Come ha denunciato l’ultimo “Rapporto sulla Dottrina Sociale nel Mondo”, edito, nell’ottobre scorso, da Cantagalli, per conto dell’ Osservatorio Van Thuân, siamo alla “Finis Europae” ?
Gli elementi ci sono tutti.: Europa – secondo il Rapporto – non significa Unione Europea, anche se “è proprio l’Unione a privare l’Europa del suo popolo, privandola dei popoli”. L’accusa è che “nell’Unione Europea è in atto un sistematico progetto di pedagogia delle masse che utilizza la lunga esperienza americana in questo settore e che si avvale delle nuove tecnologie. I popoli europei sono controllati, sorvegliati e la loro vita è indirizzata dall’alto”.
Lo scenario è grave. Il modello socialdemocratico è definito “in fase terminale” nei Paesi Scandinavi, in Germania “le politiche green e l’accentuato immigrazionismo” hanno “indebolito la locomotiva d’Europa”, l’Olanda è all’avanguardia nella legislazione pro-aborto, eutanasia e maternità surrogata, la Polonia è descritta come “ostaggio di un governo liberal aiutato a tornare al potere dalla Commissione dell’Unione Europea, inteso a distruggere il cattolicesimo della nazione polacca e a imporre, anche con la violenza, il disprezzo della legge e il controllo dell’informazione, una transizione velocissima verso il relativismo e il laicismo”.
E poi, la rivoluzione socialista in Spagna che ne fa “un Paese pienamente allineato agli stili di vita di un occidente morente” e la Francia che vive “una decomposizione etica e sociale”, con l’aborto tra le libertà costituzionali e “le stesse Olimpiadi usate come propaganda woke”.

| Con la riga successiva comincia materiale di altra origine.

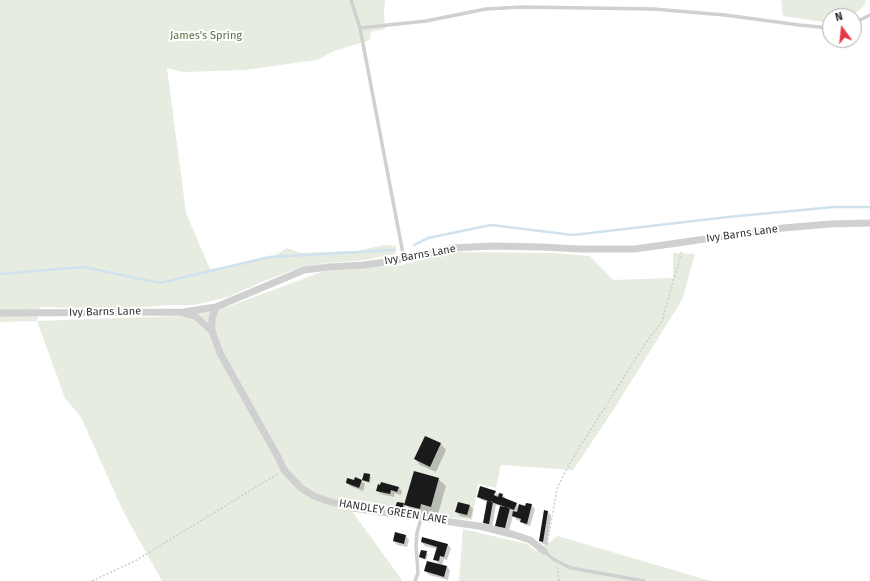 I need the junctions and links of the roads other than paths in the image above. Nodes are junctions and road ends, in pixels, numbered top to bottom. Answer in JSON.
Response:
{"nodes":[{"id":1,"x":351,"y":0,"type":"edge"},
{"id":2,"x":822,"y":27,"type":"edge"},
{"id":3,"x":360,"y":28,"type":"junction"},
{"id":4,"x":870,"y":223,"type":"edge"},
{"id":5,"x":404,"y":259,"type":"junction"},
{"id":6,"x":216,"y":307,"type":"junction"},
{"id":7,"x":183,"y":312,"type":"junction"},
{"id":8,"x":0,"y":313,"type":"edge"},
{"id":9,"x":212,"y":331,"type":"junction"},
{"id":10,"x":421,"y":518,"type":"junction"},
{"id":11,"x":544,"y":551,"type":"joint"},
{"id":12,"x":415,"y":581,"type":"edge"},
{"id":13,"x":644,"y":581,"type":"edge"}],
"edges":[{"from":1,"to":3,"type":"lane"},
{"from":2,"to":3,"type":"lane"},
{"from":3,"to":5,"type":"lane"},
{"from":4,"to":5,"type":"street","name":"Ivy Barns Lane"},
{"from":5,"to":6,"type":"street","name":"Ivy Barns Lane"},
{"from":6,"to":7,"type":"street","name":"Ivy Barns Lane"},
{"from":6,"to":9,"type":"street","name":"HANDLEY GREEN LANE"},
{"from":7,"to":8,"type":"street","name":"Ivy Barns Lane"},
{"from":7,"to":9,"type":"street"},
{"from":9,"to":10,"type":"street","name":"HANDLEY GREEN LANE"},
{"from":10,"to":11,"type":"street","name":"HANDLEY GREEN LANE"},
{"from":10,"to":12,"type":"lane"},
{"from":11,"to":13,"type":"lane"}]}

Se questo è ciò che offre l’Europa odierna non è una grande scoperta la sua cronica debolezza e lasua incapacità a farsi soggetto attivo sugli scenari internazionali, punta d’iceberg di una visione burocratica, parcellizzata nei suoi parametri economici, divisa dai suoi piccoli egoismi, “relativizzata”. Non stupiamoci perciò più di tanto della sua crisi. Crisi complessa, di valori, di classi dirigenti, di “aspettative”. E quindi di ruoli rispetto ai mutati contesti mondiali. Ma cerchiamo almeno di porci qualche domanda di fondo.
Assecondare il processo di dissoluzione può essere una via d’uscita ? Non lo crediamo. E non solo rispetto a qualche richiamo valoriale. I conti debbono essere fatti a partire dai contesti in cui ci si trova ad operare. Dai numeri che rimarcano il quadro globalizzato e la necessità di misurarsi ad armi pari sui grandi scenari internazionali. Le “piccole Patrie” sono in condizione di affrontare e possibilmente vincere questa sfida ? Difficile crederci. Ci vuole allora ben altro per affrontare realisticamente le sfide in atto e quelle che verranno.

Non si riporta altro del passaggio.